▸ **Saved data entries**:
• • • • • • •

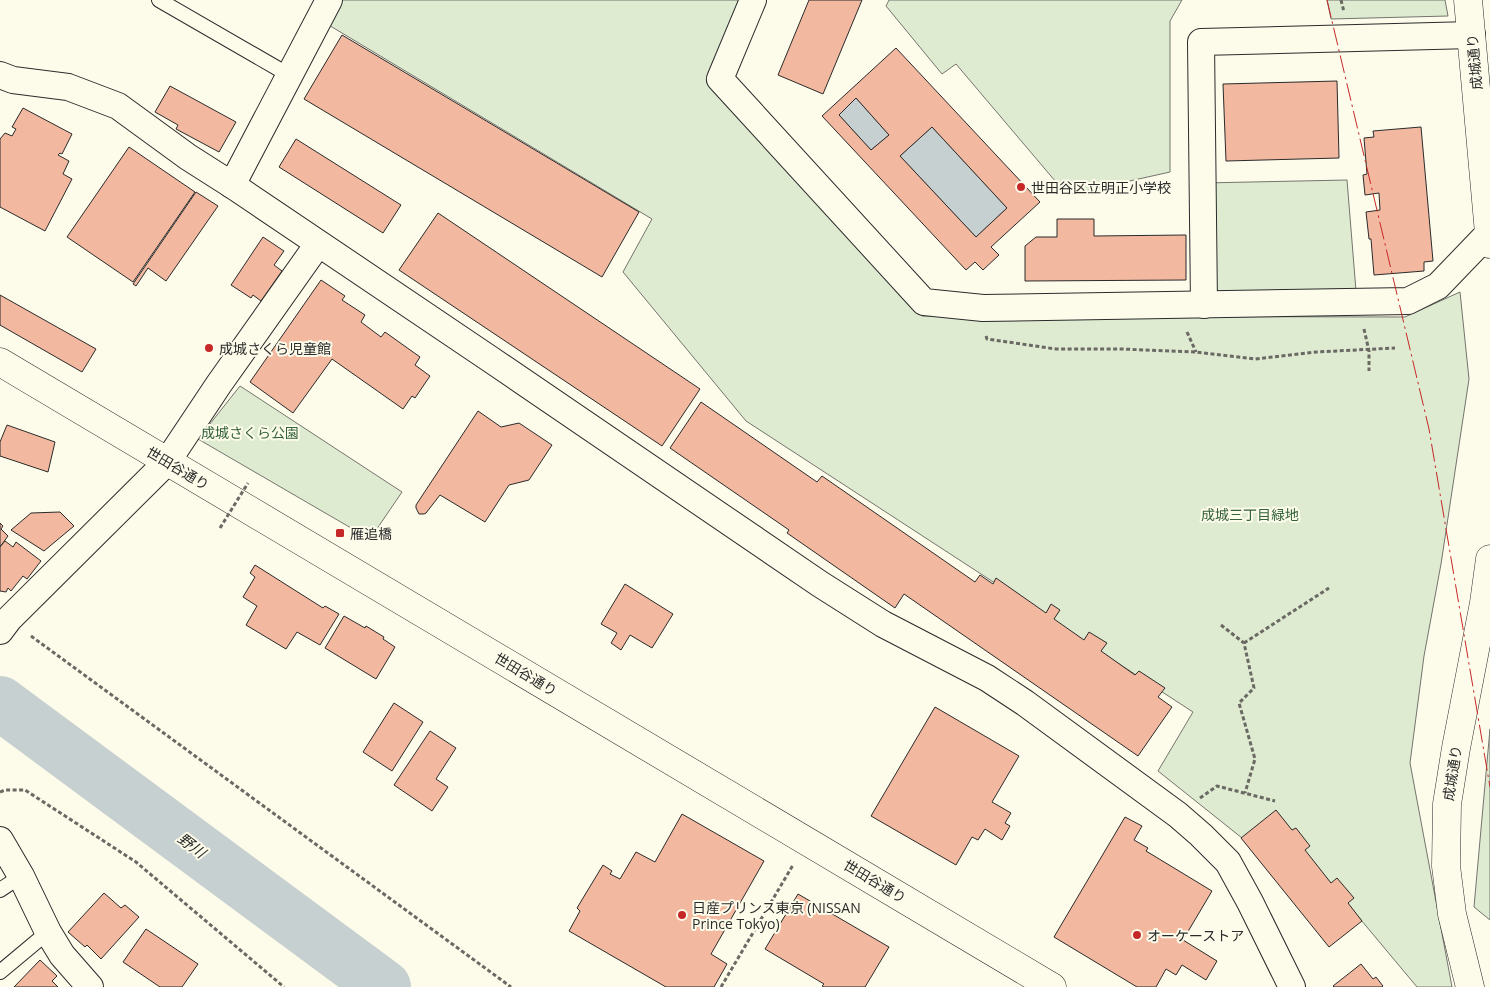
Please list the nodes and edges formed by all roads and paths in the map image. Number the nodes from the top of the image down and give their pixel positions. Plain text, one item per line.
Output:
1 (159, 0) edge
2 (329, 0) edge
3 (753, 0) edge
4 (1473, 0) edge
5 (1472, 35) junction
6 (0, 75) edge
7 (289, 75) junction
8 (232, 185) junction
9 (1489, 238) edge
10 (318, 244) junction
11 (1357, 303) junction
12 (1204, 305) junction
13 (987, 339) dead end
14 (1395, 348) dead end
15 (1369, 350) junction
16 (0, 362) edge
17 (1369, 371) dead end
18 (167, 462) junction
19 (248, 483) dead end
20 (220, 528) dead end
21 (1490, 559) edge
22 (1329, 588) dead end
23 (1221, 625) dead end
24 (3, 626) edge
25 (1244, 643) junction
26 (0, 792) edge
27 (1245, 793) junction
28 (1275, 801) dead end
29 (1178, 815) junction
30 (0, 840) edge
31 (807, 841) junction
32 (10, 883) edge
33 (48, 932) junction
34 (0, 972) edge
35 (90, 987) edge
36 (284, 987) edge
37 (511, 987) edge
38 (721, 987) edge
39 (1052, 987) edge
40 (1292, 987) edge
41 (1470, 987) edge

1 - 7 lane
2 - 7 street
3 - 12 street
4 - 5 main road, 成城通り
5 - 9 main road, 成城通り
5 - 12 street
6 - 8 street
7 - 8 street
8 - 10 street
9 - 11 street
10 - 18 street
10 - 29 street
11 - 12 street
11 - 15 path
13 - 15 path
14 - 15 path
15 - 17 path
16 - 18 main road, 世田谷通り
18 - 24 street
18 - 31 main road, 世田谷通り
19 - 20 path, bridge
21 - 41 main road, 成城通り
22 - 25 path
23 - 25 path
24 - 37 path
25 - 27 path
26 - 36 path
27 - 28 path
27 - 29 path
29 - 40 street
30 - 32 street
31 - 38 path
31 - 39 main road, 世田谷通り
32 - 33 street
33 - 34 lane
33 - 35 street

• • • • • • •

▸ **WHAT THE TASK REQUIRES**: Reproduce these records exactly, but not the pictures.

▸ **ANSWER AREA**:
Please list the nodes and edges formed by all roads and paths in the map image. Number the nodes from the top of the image down and give their pixel positions. Plain text, one item per line.
Output:
1 (159, 0) edge
2 (329, 0) edge
3 (753, 0) edge
4 (1473, 0) edge
5 (1472, 35) junction
6 (0, 75) edge
7 (289, 75) junction
8 (232, 185) junction
9 (1489, 238) edge
10 (318, 244) junction
11 (1357, 303) junction
12 (1204, 305) junction
13 (987, 339) dead end
14 (1395, 348) dead end
15 (1369, 350) junction
16 (0, 362) edge
17 (1369, 371) dead end
18 (167, 462) junction
19 (248, 483) dead end
20 (220, 528) dead end
21 (1490, 559) edge
22 (1329, 588) dead end
23 (1221, 625) dead end
24 (3, 626) edge
25 (1244, 643) junction
26 (0, 792) edge
27 (1245, 793) junction
28 (1275, 801) dead end
29 (1178, 815) junction
30 (0, 840) edge
31 (807, 841) junction
32 (10, 883) edge
33 (48, 932) junction
34 (0, 972) edge
35 (90, 987) edge
36 (284, 987) edge
37 (511, 987) edge
38 (721, 987) edge
39 (1052, 987) edge
40 (1292, 987) edge
41 (1470, 987) edge

1 - 7 lane
2 - 7 street
3 - 12 street
4 - 5 main road, 成城通り
5 - 9 main road, 成城通り
5 - 12 street
6 - 8 street
7 - 8 street
8 - 10 street
9 - 11 street
10 - 18 street
10 - 29 street
11 - 12 street
11 - 15 path
13 - 15 path
14 - 15 path
15 - 17 path
16 - 18 main road, 世田谷通り
18 - 24 street
18 - 31 main road, 世田谷通り
19 - 20 path, bridge
21 - 41 main road, 成城通り
22 - 25 path
23 - 25 path
24 - 37 path
25 - 27 path
26 - 36 path
27 - 28 path
27 - 29 path
29 - 40 street
30 - 32 street
31 - 38 path
31 - 39 main road, 世田谷通り
32 - 33 street
33 - 34 lane
33 - 35 street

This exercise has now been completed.